Daß der Patient bewußtlos geworden war, erleichterte Tarjei die Behandlung. Cecilie war tief beeindruckt von den Fähigkeiten ihres Cousins. Das hier war Großvater Tengel zu seinen besten Zeiten. Tarjei war vielleicht moderner, nicht so vorsichtig und rücksichtsvoll, aber er hatte größere Kenntnisse durch sein Universitätsstudium in Tübingen. Cecilie versuchte, nicht daran zu denken, daß ihre Hände oft diejenigen des Pastors streiften. Sie war sich seiner Nähe überaus bewußt, und sie konnte nicht leugnen, daß sie davon beeinflußt wurde. Er war so ein sympathischer Mann, dem unglückseligen Alexander so ähnlich - und er war in hohem Maße Mann. Cecilie begriff, daß sie ausgehungert war nach etwas, das man wohl am sittsamsten als »Romanze« bezeichnete. Schließlich war der Patient zugenäht. Alle richteten sich auf.
»Danke für die Hilfe«, sagte Tarjei. »Ich bin überrascht, Cecilie, du warst hervorragend. Als ob du für diese Arbeit geboren wärest.« »Ach tatsächlich?« sagte sie ungläubig.

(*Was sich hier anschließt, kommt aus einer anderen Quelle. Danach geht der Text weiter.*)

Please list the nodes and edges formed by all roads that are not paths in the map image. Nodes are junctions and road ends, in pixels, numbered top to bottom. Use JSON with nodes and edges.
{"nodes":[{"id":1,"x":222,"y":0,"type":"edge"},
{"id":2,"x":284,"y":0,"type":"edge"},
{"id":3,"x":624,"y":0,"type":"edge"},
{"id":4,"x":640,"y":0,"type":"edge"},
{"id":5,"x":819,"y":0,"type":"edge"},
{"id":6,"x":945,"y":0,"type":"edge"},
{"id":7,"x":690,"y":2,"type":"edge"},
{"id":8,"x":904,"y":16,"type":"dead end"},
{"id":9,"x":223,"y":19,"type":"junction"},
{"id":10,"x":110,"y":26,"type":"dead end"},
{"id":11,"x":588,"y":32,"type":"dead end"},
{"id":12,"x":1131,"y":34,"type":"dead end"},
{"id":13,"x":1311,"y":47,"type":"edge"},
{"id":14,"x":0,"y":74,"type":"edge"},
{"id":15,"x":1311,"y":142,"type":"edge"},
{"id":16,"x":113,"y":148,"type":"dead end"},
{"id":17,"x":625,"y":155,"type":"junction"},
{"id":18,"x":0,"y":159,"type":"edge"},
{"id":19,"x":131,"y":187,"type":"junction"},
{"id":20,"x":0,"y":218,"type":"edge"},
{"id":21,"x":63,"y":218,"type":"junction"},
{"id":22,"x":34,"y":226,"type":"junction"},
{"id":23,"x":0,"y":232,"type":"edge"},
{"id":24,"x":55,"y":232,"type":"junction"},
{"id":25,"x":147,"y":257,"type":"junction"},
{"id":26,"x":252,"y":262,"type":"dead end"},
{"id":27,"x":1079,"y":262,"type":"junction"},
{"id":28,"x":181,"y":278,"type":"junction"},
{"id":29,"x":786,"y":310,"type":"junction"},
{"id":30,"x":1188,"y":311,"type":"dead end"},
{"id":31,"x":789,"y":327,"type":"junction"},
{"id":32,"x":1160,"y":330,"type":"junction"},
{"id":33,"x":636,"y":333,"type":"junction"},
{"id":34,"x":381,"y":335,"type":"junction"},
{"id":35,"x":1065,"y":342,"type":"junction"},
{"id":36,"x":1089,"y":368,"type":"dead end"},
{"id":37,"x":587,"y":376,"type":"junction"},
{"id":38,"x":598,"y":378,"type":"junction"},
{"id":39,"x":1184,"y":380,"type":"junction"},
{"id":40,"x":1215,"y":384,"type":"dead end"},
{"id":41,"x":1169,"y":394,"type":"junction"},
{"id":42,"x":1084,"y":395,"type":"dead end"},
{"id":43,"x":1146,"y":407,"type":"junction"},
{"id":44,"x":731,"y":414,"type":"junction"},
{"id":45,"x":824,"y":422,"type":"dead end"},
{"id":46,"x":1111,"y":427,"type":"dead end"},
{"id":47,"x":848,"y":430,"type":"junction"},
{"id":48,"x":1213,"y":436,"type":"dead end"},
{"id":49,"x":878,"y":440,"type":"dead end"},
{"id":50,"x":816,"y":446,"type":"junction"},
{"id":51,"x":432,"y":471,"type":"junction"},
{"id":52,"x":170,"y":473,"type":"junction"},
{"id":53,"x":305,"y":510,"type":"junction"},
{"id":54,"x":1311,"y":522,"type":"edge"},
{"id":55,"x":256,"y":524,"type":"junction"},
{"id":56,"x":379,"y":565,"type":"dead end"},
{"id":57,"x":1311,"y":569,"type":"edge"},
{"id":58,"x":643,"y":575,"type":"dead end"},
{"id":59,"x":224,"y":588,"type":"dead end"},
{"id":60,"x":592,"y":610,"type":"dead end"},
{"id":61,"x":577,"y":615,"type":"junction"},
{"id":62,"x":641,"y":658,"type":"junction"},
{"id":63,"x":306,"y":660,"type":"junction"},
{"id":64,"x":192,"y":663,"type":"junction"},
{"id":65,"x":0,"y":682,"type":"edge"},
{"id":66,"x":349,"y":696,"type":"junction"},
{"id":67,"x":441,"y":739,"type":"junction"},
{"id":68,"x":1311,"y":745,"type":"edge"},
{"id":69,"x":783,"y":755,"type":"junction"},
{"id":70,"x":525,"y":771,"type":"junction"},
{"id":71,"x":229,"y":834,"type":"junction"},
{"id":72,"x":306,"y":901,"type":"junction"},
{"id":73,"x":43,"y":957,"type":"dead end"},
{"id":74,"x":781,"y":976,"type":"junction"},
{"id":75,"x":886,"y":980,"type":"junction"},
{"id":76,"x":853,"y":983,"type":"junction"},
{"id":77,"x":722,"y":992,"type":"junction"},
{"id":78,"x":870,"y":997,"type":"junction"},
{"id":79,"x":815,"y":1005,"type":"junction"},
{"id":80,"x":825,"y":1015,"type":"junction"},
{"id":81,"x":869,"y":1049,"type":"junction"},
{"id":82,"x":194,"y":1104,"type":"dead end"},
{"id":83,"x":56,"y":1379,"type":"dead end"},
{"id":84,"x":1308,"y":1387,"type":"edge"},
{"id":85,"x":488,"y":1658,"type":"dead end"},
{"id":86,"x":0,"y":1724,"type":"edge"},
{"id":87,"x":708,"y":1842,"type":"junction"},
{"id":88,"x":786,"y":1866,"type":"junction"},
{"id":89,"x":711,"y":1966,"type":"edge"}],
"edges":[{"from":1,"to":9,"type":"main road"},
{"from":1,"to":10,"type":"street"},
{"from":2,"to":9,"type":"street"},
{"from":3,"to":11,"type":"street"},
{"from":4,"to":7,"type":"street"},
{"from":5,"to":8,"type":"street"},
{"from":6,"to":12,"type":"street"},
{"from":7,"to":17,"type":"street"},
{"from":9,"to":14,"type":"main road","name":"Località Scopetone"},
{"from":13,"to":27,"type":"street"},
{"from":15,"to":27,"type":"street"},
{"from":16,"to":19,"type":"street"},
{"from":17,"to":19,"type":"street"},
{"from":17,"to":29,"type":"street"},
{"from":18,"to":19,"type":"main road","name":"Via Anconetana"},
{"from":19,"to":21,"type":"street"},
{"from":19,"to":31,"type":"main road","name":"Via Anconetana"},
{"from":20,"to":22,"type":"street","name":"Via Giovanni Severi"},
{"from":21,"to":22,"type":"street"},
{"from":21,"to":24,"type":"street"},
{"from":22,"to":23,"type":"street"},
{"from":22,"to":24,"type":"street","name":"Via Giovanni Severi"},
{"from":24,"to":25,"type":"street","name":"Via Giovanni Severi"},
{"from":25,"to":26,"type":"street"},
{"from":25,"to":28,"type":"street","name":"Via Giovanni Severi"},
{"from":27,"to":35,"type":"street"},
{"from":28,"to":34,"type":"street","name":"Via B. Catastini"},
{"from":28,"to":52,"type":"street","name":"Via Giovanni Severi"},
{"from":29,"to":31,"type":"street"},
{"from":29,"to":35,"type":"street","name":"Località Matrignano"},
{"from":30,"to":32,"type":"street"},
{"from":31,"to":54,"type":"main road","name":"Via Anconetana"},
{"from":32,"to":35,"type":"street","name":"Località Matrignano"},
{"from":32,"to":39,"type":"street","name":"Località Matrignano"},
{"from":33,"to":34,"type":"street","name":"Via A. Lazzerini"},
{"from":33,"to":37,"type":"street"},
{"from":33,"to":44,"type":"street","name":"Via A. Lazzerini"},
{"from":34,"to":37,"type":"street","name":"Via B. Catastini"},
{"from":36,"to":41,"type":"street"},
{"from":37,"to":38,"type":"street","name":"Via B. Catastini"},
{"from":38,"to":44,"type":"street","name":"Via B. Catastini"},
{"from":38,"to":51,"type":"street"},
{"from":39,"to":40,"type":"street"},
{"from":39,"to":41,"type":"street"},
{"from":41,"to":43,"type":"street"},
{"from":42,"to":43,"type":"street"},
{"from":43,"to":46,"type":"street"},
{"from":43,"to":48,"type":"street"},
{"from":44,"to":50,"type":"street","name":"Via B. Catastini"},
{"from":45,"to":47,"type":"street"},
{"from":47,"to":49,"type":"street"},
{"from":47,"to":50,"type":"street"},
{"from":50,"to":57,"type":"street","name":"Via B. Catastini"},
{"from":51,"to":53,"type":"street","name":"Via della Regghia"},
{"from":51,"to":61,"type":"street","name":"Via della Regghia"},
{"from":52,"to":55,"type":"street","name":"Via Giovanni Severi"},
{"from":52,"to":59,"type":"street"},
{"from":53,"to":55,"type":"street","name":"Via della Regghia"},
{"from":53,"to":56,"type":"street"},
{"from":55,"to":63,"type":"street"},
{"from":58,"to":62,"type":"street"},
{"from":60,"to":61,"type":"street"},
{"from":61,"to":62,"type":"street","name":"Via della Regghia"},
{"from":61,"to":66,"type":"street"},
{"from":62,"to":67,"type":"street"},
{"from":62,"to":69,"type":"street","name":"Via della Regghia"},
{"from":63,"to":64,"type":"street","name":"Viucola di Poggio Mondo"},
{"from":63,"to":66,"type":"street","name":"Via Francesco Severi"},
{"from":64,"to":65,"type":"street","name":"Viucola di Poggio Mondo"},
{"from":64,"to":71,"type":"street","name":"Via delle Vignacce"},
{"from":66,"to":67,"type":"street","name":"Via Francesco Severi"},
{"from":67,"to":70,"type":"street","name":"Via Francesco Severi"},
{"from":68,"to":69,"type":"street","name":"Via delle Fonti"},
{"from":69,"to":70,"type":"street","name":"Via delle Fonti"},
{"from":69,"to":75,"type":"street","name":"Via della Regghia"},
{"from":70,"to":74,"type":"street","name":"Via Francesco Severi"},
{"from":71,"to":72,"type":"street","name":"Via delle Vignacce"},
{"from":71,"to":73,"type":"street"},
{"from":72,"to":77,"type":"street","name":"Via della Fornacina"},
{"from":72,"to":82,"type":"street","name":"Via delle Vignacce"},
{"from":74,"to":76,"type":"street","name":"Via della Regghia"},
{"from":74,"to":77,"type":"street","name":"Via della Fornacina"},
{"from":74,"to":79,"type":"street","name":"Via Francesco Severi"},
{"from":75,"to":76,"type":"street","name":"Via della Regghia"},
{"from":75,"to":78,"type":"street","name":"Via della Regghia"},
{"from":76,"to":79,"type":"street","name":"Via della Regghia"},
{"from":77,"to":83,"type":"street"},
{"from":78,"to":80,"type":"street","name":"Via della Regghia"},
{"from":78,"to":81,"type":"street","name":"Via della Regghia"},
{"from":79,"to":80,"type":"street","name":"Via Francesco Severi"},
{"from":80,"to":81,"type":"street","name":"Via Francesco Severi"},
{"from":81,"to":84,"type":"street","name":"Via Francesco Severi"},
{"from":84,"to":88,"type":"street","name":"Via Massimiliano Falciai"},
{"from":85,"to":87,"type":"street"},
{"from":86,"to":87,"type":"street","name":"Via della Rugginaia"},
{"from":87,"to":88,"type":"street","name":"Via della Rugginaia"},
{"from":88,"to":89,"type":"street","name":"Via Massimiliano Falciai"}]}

»Aber er muß beobachtet werden«, sagte Tarjei. »Und ich habe Vater versprochen, mir seine Schweine anzusehen, habe ihn schon so oft versetzt, deshalb…«
»Geh nur«, sagte Cecilie und schluckte tapfer. »Ich kann ja eine Weile hier sitzen.«
»Ich auch«, sagte der Pastor. »Der Mann kann es sicher gebrauchen, daß jemand für ihn betet.« Cecilie erbebte leicht. »Ausgezeichnet«, sagte Tarjei erleichtert. »Zwei Stunden vielleicht?« Sie nickten.
Herr Martinius sah ein bißchen erschrocken aus, als Tarjei gegangen war - als ob sein Angebot, gemeinsam mit Cecilie Krankenwache zu halten, doch ein wenig übereilt gewesen wäre. Sie konnte ihm seine Erschrockenheit absolut nachfühlen.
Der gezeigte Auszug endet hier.